■ Data records
+ + + +

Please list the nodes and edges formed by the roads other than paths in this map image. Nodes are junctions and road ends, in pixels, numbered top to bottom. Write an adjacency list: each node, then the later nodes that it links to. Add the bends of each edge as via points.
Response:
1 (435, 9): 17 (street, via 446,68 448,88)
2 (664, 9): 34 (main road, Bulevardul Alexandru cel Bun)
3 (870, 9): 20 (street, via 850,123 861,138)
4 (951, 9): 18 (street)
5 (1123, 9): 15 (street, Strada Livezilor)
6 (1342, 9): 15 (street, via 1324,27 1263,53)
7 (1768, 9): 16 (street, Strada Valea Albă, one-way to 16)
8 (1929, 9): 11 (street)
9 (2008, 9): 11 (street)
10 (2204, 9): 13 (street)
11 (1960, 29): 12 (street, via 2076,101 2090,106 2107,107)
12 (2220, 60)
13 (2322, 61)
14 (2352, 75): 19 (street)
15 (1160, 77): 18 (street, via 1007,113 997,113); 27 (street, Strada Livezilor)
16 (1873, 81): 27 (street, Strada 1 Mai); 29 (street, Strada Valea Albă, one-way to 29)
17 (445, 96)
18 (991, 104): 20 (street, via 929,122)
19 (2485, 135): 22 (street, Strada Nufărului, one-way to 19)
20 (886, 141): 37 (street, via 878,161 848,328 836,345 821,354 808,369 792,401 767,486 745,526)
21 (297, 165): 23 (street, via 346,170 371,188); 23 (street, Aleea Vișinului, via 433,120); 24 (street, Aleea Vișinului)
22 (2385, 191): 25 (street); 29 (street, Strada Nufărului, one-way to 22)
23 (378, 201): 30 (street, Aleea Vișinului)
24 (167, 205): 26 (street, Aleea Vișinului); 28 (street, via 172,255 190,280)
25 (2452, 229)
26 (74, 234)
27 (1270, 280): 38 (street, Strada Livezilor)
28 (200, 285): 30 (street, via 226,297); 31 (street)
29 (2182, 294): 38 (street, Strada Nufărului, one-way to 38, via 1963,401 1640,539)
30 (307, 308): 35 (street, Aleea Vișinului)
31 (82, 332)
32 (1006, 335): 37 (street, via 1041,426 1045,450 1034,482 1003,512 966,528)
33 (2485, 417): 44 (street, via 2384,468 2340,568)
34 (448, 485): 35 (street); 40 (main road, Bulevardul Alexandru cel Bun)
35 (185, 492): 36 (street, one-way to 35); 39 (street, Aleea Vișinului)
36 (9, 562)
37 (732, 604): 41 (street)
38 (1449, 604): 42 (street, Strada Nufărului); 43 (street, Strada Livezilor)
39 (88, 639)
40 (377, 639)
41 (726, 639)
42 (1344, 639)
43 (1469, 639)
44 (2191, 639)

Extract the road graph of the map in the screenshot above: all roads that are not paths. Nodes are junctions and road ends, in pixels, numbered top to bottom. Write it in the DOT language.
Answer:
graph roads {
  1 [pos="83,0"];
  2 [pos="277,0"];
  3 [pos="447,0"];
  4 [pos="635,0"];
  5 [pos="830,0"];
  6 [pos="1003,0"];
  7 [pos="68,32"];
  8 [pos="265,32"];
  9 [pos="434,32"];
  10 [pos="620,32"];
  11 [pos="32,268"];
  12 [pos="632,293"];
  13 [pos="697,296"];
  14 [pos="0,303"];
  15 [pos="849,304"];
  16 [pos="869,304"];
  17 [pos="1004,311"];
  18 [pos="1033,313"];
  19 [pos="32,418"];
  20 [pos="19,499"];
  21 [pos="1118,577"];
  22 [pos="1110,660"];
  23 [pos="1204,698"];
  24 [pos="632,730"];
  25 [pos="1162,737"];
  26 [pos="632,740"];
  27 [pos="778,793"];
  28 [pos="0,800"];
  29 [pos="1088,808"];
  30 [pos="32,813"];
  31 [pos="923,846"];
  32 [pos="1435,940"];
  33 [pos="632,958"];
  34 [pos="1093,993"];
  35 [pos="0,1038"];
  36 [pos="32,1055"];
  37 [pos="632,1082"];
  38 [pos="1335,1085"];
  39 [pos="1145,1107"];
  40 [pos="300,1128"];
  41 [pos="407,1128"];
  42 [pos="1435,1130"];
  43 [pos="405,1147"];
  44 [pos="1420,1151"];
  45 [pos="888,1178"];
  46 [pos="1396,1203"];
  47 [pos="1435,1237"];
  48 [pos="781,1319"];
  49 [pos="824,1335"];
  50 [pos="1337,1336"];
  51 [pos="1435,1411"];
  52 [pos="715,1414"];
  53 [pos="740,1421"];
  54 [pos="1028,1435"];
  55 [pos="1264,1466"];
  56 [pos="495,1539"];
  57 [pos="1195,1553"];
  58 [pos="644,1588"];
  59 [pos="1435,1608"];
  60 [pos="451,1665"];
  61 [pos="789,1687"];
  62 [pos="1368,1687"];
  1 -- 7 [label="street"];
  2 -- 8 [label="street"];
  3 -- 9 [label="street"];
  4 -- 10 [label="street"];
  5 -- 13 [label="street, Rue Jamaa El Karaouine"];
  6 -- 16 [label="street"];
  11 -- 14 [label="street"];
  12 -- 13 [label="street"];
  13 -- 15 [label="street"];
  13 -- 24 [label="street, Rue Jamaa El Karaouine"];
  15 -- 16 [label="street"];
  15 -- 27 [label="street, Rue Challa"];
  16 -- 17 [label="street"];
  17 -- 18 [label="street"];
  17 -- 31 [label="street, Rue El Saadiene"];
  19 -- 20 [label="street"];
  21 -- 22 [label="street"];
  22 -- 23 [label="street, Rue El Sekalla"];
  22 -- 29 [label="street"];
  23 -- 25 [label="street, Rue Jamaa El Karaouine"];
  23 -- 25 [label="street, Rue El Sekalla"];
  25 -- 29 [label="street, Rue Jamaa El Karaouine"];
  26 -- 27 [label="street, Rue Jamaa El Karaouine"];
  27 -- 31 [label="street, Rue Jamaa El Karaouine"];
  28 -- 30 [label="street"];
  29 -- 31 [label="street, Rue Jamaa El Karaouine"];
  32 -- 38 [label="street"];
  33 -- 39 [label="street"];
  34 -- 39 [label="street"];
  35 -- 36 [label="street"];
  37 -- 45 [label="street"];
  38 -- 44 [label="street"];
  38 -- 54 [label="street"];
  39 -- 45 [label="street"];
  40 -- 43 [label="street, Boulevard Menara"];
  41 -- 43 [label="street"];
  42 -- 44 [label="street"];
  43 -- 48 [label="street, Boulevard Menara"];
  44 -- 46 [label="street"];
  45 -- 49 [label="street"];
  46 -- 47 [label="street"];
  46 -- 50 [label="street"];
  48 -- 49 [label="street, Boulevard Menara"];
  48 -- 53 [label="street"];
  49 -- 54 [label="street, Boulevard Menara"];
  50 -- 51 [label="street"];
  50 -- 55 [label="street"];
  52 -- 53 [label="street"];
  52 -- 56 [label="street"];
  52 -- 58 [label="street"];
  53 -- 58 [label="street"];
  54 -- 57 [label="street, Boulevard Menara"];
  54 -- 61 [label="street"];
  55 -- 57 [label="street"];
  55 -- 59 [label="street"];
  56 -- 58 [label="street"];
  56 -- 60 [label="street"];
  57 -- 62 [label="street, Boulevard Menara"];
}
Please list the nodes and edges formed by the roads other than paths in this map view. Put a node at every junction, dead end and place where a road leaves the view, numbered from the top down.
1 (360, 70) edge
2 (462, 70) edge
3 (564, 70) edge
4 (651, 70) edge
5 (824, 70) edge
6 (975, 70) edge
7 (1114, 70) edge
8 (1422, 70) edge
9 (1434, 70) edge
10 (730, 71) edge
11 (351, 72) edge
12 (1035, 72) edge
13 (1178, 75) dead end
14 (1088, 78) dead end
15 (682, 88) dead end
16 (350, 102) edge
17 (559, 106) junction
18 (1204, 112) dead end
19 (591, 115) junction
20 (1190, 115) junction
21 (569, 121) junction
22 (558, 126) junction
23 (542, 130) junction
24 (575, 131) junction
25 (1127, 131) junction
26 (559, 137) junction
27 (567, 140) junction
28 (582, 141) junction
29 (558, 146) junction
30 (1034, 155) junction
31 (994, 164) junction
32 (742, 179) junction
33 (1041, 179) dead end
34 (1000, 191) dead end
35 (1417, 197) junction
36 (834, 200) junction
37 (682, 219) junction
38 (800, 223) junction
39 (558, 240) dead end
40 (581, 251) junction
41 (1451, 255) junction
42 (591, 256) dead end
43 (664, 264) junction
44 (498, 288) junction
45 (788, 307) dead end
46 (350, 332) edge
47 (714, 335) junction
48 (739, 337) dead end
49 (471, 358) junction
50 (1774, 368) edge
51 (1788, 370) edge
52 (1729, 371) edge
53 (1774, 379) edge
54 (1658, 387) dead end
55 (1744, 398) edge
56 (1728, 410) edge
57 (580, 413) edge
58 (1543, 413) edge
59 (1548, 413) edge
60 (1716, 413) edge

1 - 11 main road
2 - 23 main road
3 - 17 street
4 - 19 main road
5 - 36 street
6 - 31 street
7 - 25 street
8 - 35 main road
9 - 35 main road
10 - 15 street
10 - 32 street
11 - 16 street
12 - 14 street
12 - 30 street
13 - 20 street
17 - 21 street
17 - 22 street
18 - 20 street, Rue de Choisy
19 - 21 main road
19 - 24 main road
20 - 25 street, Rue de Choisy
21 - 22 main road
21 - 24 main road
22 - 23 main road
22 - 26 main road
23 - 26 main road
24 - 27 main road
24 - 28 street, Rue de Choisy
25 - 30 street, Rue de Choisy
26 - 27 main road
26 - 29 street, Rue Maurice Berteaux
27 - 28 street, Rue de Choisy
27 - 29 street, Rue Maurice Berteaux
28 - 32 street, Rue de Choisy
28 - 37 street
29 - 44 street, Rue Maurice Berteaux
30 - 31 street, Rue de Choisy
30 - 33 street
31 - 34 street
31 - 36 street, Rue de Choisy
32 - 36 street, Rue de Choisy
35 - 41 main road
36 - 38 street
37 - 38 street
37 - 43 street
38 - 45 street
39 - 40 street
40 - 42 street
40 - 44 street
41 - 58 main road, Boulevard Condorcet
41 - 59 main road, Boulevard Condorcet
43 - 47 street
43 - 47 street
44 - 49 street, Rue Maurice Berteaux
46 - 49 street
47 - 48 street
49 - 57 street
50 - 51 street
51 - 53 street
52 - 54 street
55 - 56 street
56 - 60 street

+ + + +

■ Description of the task
Copy every line above that holds the word "bottom".

■ Answer to the problem
Please list the nodes and edges formed by the roads other than paths in this map image. Nodes are junctions and road ends, in pixels, numbered top to bottom. Write an adjacency list: each node, then the later nodes that it links to. Add the bends of each edge as via points.
Extract the road graph of the map in the screenshot above: all roads that are not paths. Nodes are junctions and road ends, in pixels, numbered top to bottom. Write it in the DOT language.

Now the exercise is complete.